TASK INPUTS section start

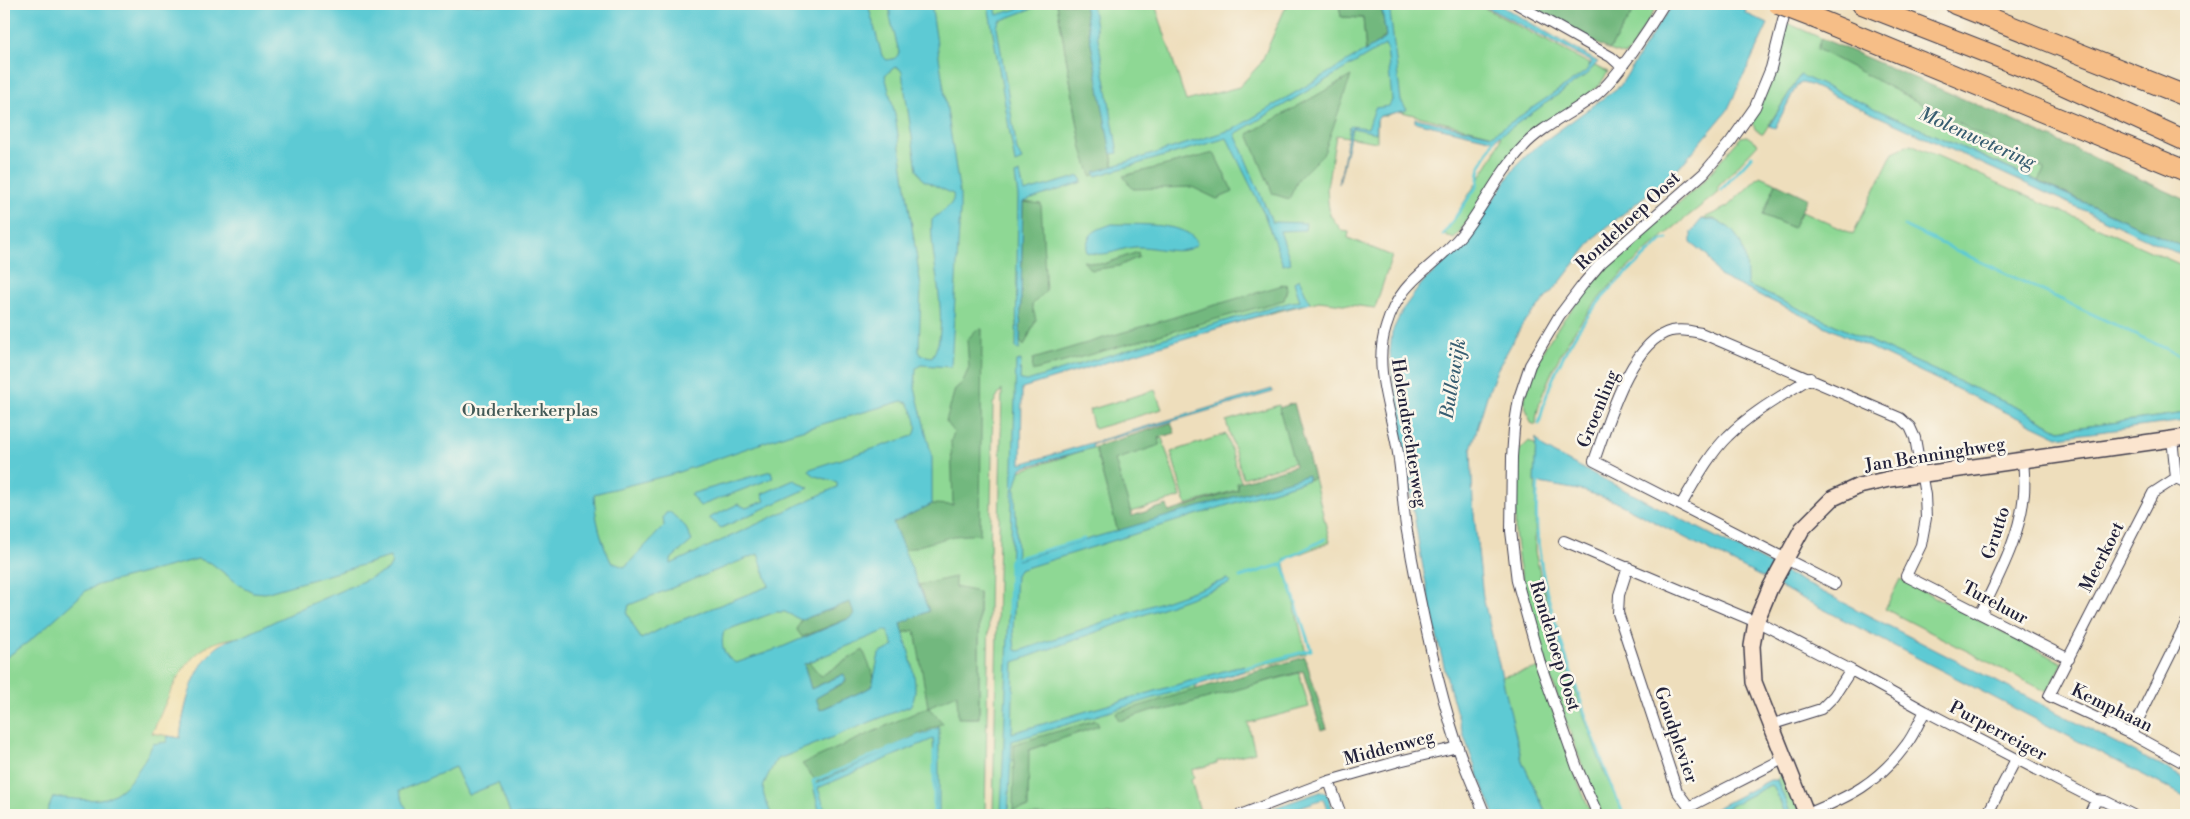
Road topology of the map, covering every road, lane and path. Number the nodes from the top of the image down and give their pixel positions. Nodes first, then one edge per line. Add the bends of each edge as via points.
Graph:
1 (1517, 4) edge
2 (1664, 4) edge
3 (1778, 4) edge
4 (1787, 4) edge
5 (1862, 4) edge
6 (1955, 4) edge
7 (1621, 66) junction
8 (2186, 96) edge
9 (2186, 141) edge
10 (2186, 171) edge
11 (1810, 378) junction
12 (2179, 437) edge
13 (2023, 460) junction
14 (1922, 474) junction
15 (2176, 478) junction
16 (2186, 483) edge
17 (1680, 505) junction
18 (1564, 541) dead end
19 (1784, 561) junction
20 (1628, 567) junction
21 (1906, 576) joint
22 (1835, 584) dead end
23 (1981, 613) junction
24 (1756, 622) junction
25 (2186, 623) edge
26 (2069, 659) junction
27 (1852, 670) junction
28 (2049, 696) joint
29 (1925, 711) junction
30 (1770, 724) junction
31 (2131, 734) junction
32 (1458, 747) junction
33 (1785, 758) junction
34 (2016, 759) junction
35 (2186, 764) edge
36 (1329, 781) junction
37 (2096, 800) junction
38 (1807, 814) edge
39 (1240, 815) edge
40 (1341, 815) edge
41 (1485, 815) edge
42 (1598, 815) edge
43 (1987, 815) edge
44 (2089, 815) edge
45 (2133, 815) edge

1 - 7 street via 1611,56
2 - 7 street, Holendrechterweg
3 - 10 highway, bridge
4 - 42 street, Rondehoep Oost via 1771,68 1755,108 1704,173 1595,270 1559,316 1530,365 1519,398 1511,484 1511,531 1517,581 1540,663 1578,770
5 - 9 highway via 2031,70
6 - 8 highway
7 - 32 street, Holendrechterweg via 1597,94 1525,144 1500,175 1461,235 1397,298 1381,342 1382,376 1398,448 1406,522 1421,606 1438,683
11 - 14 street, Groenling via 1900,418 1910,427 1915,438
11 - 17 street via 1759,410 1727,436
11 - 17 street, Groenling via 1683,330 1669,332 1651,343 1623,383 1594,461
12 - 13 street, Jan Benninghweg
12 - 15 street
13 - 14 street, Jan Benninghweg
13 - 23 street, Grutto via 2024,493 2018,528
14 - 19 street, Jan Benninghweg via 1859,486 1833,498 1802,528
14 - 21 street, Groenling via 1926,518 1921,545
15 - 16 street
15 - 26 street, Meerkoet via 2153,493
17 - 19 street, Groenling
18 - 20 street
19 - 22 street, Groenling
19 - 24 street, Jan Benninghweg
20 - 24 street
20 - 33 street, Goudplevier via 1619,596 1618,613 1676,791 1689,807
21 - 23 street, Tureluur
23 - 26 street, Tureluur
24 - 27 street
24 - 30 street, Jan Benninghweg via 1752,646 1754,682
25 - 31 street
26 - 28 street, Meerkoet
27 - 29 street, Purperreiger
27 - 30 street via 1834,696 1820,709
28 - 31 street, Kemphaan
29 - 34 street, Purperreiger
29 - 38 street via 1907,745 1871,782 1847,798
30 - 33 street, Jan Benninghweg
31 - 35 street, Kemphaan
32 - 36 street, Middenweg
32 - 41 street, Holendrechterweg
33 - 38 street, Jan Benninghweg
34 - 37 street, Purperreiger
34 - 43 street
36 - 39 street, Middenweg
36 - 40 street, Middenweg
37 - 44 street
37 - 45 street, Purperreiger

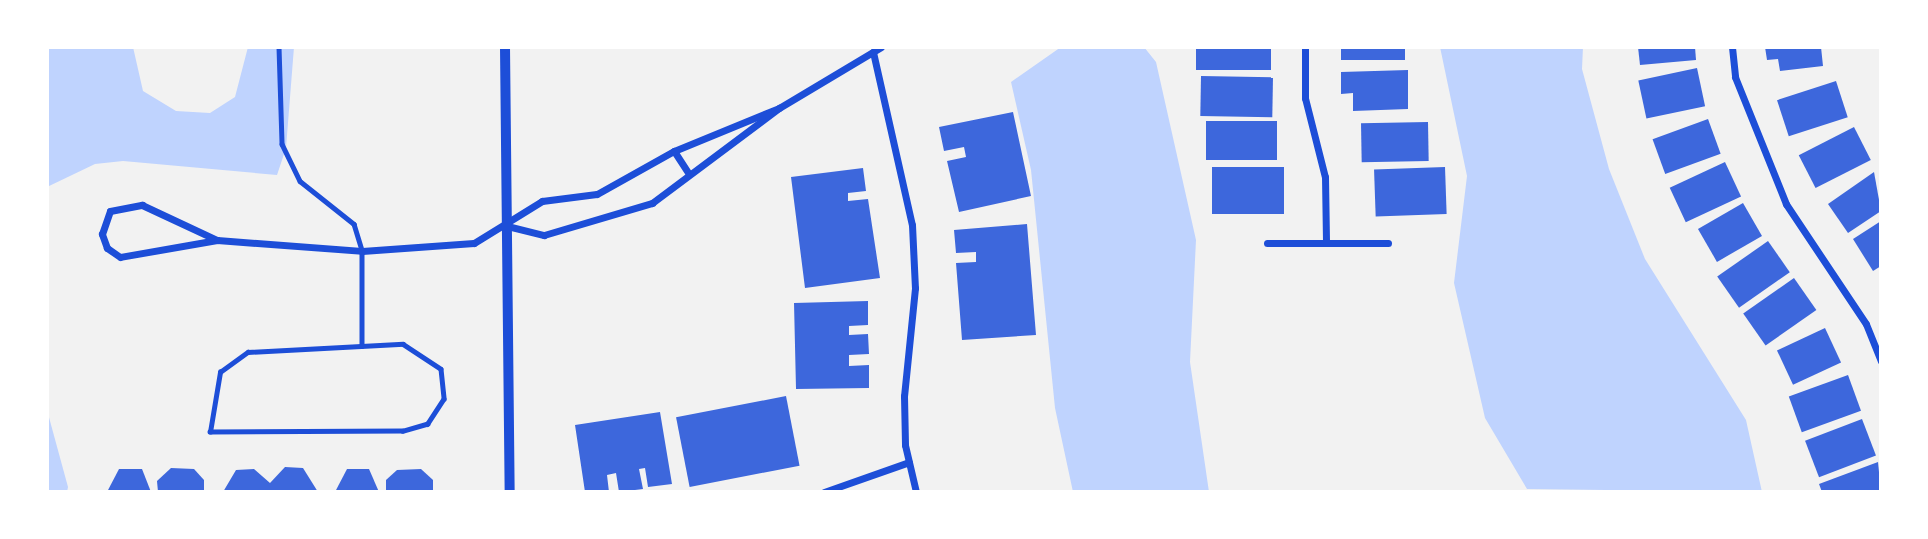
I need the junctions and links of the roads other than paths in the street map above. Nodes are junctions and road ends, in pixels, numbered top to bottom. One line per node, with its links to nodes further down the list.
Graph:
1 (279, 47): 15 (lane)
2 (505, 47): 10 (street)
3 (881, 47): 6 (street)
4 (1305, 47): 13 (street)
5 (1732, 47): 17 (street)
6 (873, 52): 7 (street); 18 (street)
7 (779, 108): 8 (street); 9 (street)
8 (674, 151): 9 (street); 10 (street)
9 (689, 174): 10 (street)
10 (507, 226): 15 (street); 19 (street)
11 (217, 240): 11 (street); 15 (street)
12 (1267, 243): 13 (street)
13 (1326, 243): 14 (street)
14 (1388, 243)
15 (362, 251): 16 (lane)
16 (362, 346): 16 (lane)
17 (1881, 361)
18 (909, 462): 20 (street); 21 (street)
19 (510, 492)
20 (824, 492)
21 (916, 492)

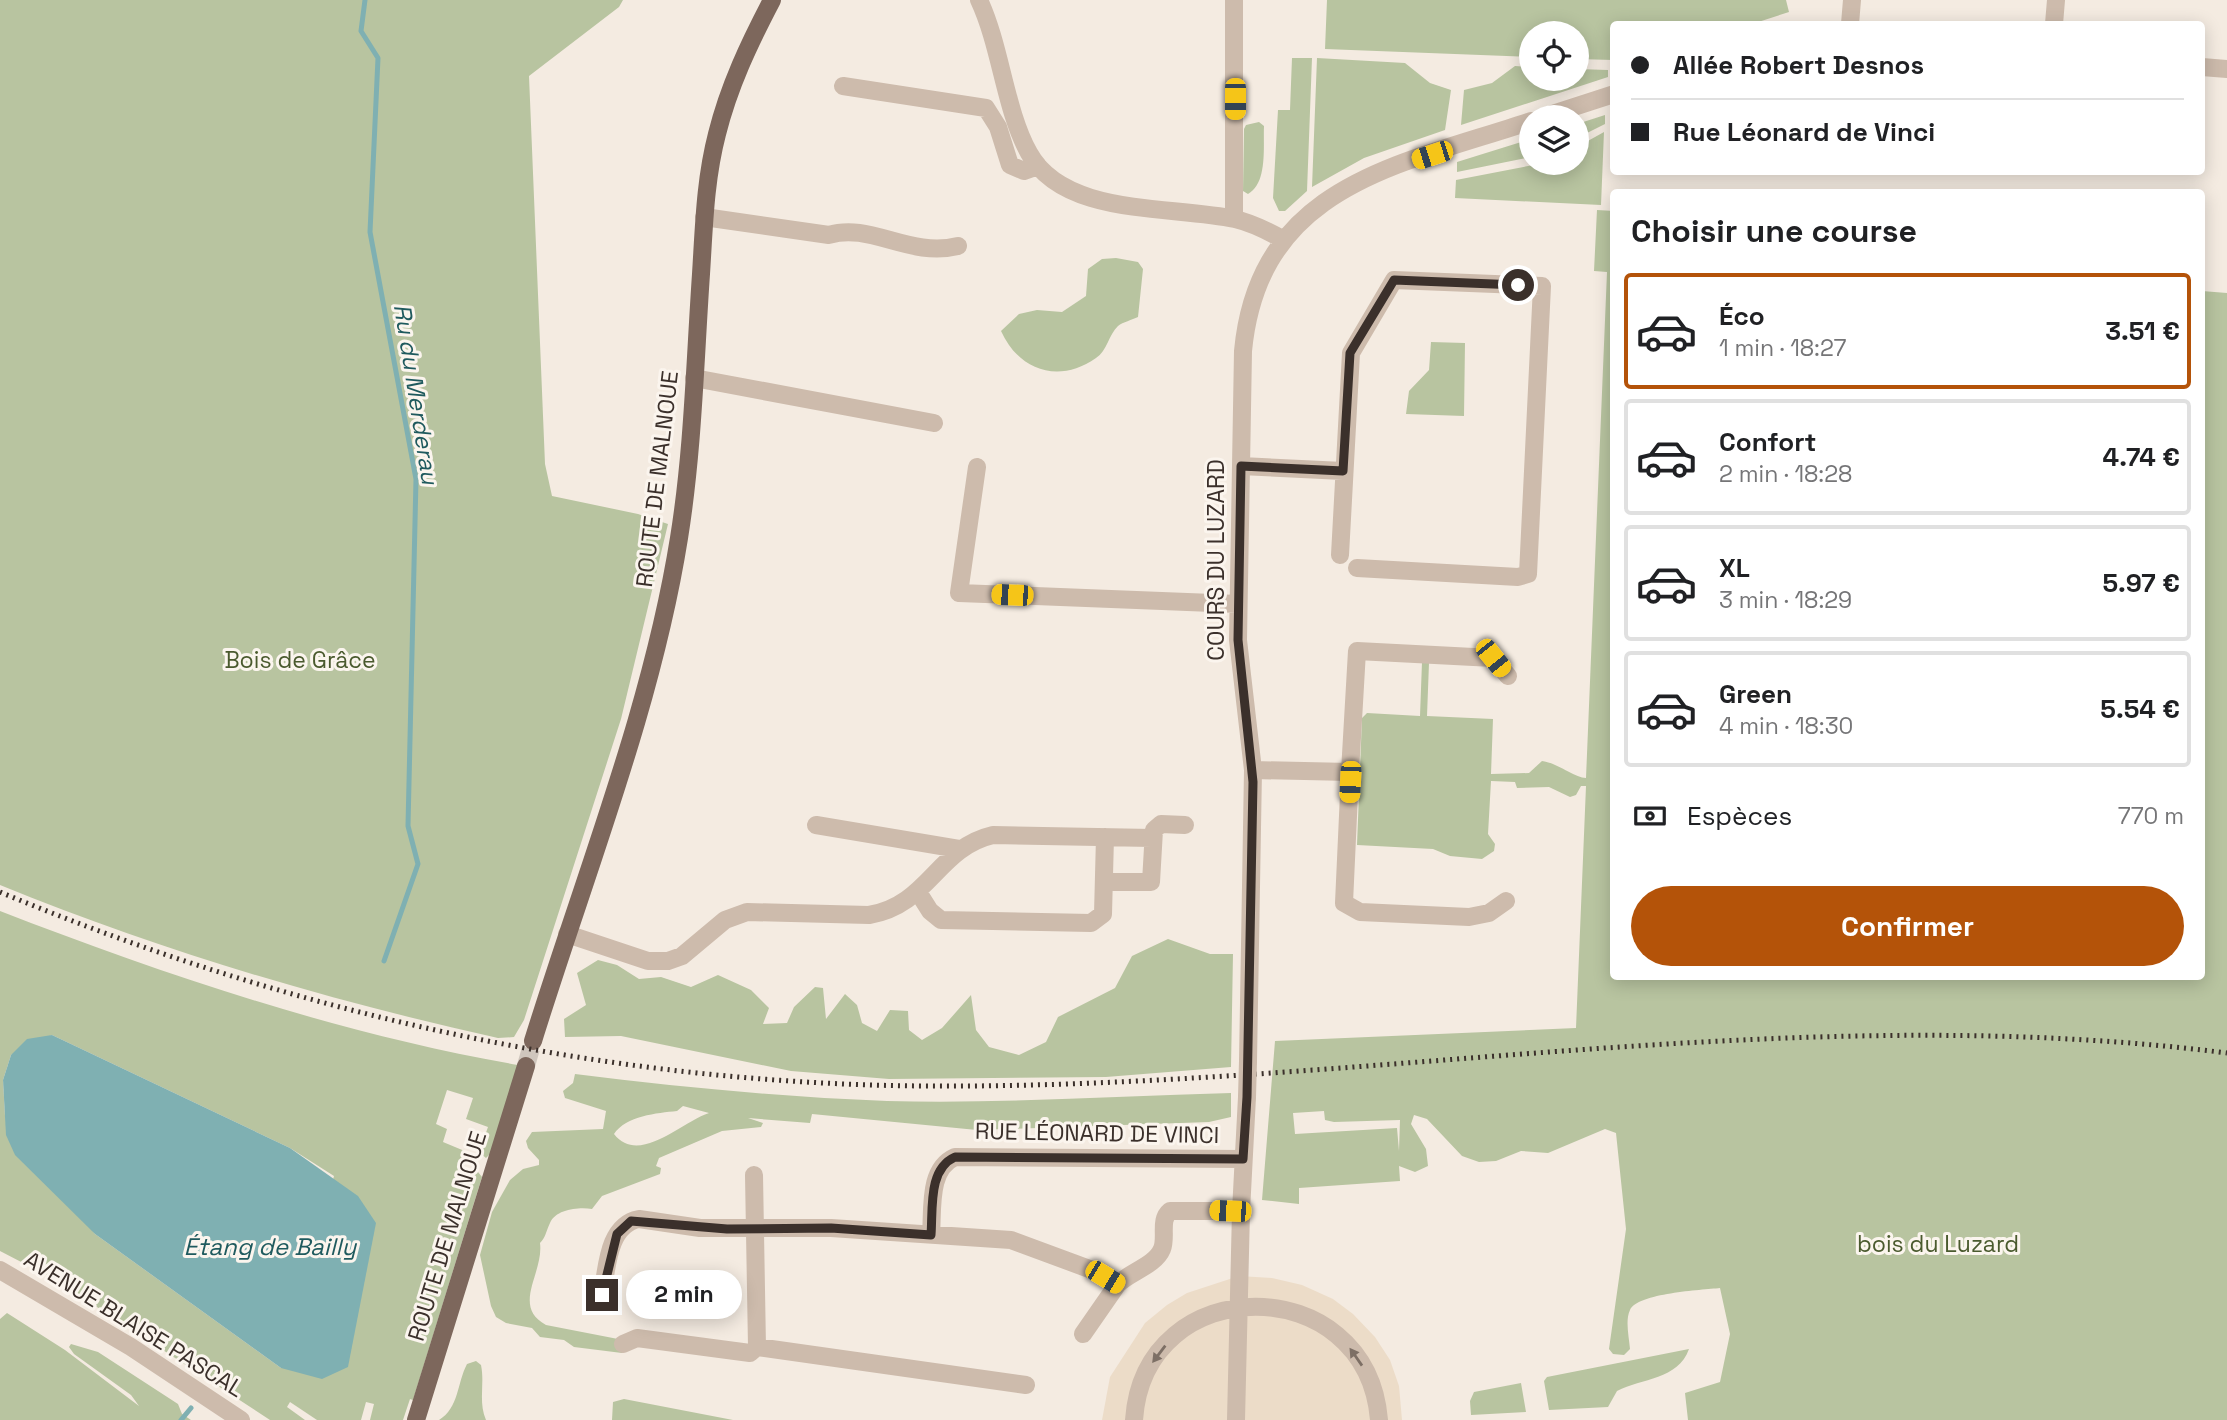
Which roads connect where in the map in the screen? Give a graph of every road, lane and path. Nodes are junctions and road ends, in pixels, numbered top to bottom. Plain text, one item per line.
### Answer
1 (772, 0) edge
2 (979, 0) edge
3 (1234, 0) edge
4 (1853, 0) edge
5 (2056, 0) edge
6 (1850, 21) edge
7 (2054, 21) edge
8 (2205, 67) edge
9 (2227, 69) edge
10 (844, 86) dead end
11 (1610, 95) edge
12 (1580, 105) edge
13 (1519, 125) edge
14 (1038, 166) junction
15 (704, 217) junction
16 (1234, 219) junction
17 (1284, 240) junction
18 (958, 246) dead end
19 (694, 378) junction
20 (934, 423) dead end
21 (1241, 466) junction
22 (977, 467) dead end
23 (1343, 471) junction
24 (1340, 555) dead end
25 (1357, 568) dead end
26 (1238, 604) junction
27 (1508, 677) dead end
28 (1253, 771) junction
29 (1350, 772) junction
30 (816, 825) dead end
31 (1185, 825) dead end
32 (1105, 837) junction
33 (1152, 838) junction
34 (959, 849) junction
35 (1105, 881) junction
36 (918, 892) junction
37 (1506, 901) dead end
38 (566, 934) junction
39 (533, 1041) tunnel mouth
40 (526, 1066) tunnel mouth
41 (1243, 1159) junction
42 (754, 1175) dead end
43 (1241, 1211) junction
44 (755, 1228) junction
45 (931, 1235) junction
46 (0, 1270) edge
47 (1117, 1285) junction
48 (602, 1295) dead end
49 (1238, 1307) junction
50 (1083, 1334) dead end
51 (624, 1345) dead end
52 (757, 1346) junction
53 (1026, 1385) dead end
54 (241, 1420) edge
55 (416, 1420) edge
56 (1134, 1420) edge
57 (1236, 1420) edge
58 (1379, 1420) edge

TASK INPUTS section end

WORK TO BE COMPLETED:
Each line of the listing above should be retyped exactly, with no pictures.

TASK RESPONSE:
Road topology of the map, covering every road, lane and path. Number the nodes from the top of the image down and give their pixel positions. Nodes first, then one edge per line. Add the bends of each edge as via points.
Graph:
1 (1517, 4) edge
2 (1664, 4) edge
3 (1778, 4) edge
4 (1787, 4) edge
5 (1862, 4) edge
6 (1955, 4) edge
7 (1621, 66) junction
8 (2186, 96) edge
9 (2186, 141) edge
10 (2186, 171) edge
11 (1810, 378) junction
12 (2179, 437) edge
13 (2023, 460) junction
14 (1922, 474) junction
15 (2176, 478) junction
16 (2186, 483) edge
17 (1680, 505) junction
18 (1564, 541) dead end
19 (1784, 561) junction
20 (1628, 567) junction
21 (1906, 576) joint
22 (1835, 584) dead end
23 (1981, 613) junction
24 (1756, 622) junction
25 (2186, 623) edge
26 (2069, 659) junction
27 (1852, 670) junction
28 (2049, 696) joint
29 (1925, 711) junction
30 (1770, 724) junction
31 (2131, 734) junction
32 (1458, 747) junction
33 (1785, 758) junction
34 (2016, 759) junction
35 (2186, 764) edge
36 (1329, 781) junction
37 (2096, 800) junction
38 (1807, 814) edge
39 (1240, 815) edge
40 (1341, 815) edge
41 (1485, 815) edge
42 (1598, 815) edge
43 (1987, 815) edge
44 (2089, 815) edge
45 (2133, 815) edge

1 - 7 street via 1611,56
2 - 7 street, Holendrechterweg
3 - 10 highway, bridge
4 - 42 street, Rondehoep Oost via 1771,68 1755,108 1704,173 1595,270 1559,316 1530,365 1519,398 1511,484 1511,531 1517,581 1540,663 1578,770
5 - 9 highway via 2031,70
6 - 8 highway
7 - 32 street, Holendrechterweg via 1597,94 1525,144 1500,175 1461,235 1397,298 1381,342 1382,376 1398,448 1406,522 1421,606 1438,683
11 - 14 street, Groenling via 1900,418 1910,427 1915,438
11 - 17 street via 1759,410 1727,436
11 - 17 street, Groenling via 1683,330 1669,332 1651,343 1623,383 1594,461
12 - 13 street, Jan Benninghweg
12 - 15 street
13 - 14 street, Jan Benninghweg
13 - 23 street, Grutto via 2024,493 2018,528
14 - 19 street, Jan Benninghweg via 1859,486 1833,498 1802,528
14 - 21 street, Groenling via 1926,518 1921,545
15 - 16 street
15 - 26 street, Meerkoet via 2153,493
17 - 19 street, Groenling
18 - 20 street
19 - 22 street, Groenling
19 - 24 street, Jan Benninghweg
20 - 24 street
20 - 33 street, Goudplevier via 1619,596 1618,613 1676,791 1689,807
21 - 23 street, Tureluur
23 - 26 street, Tureluur
24 - 27 street
24 - 30 street, Jan Benninghweg via 1752,646 1754,682
25 - 31 street
26 - 28 street, Meerkoet
27 - 29 street, Purperreiger
27 - 30 street via 1834,696 1820,709
28 - 31 street, Kemphaan
29 - 34 street, Purperreiger
29 - 38 street via 1907,745 1871,782 1847,798
30 - 33 street, Jan Benninghweg
31 - 35 street, Kemphaan
32 - 36 street, Middenweg
32 - 41 street, Holendrechterweg
33 - 38 street, Jan Benninghweg
34 - 37 street, Purperreiger
34 - 43 street
36 - 39 street, Middenweg
36 - 40 street, Middenweg
37 - 44 street
37 - 45 street, Purperreiger

I need the junctions and links of the roads other than paths in the street map above. Nodes are junctions and road ends, in pixels, numbered top to bottom. One line per node, with its links to nodes further down the list.
Graph:
1 (279, 47): 15 (lane)
2 (505, 47): 10 (street)
3 (881, 47): 6 (street)
4 (1305, 47): 13 (street)
5 (1732, 47): 17 (street)
6 (873, 52): 7 (street); 18 (street)
7 (779, 108): 8 (street); 9 (street)
8 (674, 151): 9 (street); 10 (street)
9 (689, 174): 10 (street)
10 (507, 226): 15 (street); 19 (street)
11 (217, 240): 11 (street); 15 (street)
12 (1267, 243): 13 (street)
13 (1326, 243): 14 (street)
14 (1388, 243)
15 (362, 251): 16 (lane)
16 (362, 346): 16 (lane)
17 (1881, 361)
18 (909, 462): 20 (street); 21 (street)
19 (510, 492)
20 (824, 492)
21 (916, 492)

Which roads connect where in the map in the screen? Give a graph of every road, lane and path. Nodes are junctions and road ends, in pixels, numbered top to bottom. Plain text, one item per line.
### Answer
1 (772, 0) edge
2 (979, 0) edge
3 (1234, 0) edge
4 (1853, 0) edge
5 (2056, 0) edge
6 (1850, 21) edge
7 (2054, 21) edge
8 (2205, 67) edge
9 (2227, 69) edge
10 (844, 86) dead end
11 (1610, 95) edge
12 (1580, 105) edge
13 (1519, 125) edge
14 (1038, 166) junction
15 (704, 217) junction
16 (1234, 219) junction
17 (1284, 240) junction
18 (958, 246) dead end
19 (694, 378) junction
20 (934, 423) dead end
21 (1241, 466) junction
22 (977, 467) dead end
23 (1343, 471) junction
24 (1340, 555) dead end
25 (1357, 568) dead end
26 (1238, 604) junction
27 (1508, 677) dead end
28 (1253, 771) junction
29 (1350, 772) junction
30 (816, 825) dead end
31 (1185, 825) dead end
32 (1105, 837) junction
33 (1152, 838) junction
34 (959, 849) junction
35 (1105, 881) junction
36 (918, 892) junction
37 (1506, 901) dead end
38 (566, 934) junction
39 (533, 1041) tunnel mouth
40 (526, 1066) tunnel mouth
41 (1243, 1159) junction
42 (754, 1175) dead end
43 (1241, 1211) junction
44 (755, 1228) junction
45 (931, 1235) junction
46 (0, 1270) edge
47 (1117, 1285) junction
48 (602, 1295) dead end
49 (1238, 1307) junction
50 (1083, 1334) dead end
51 (624, 1345) dead end
52 (757, 1346) junction
53 (1026, 1385) dead end
54 (241, 1420) edge
55 (416, 1420) edge
56 (1134, 1420) edge
57 (1236, 1420) edge
58 (1379, 1420) edge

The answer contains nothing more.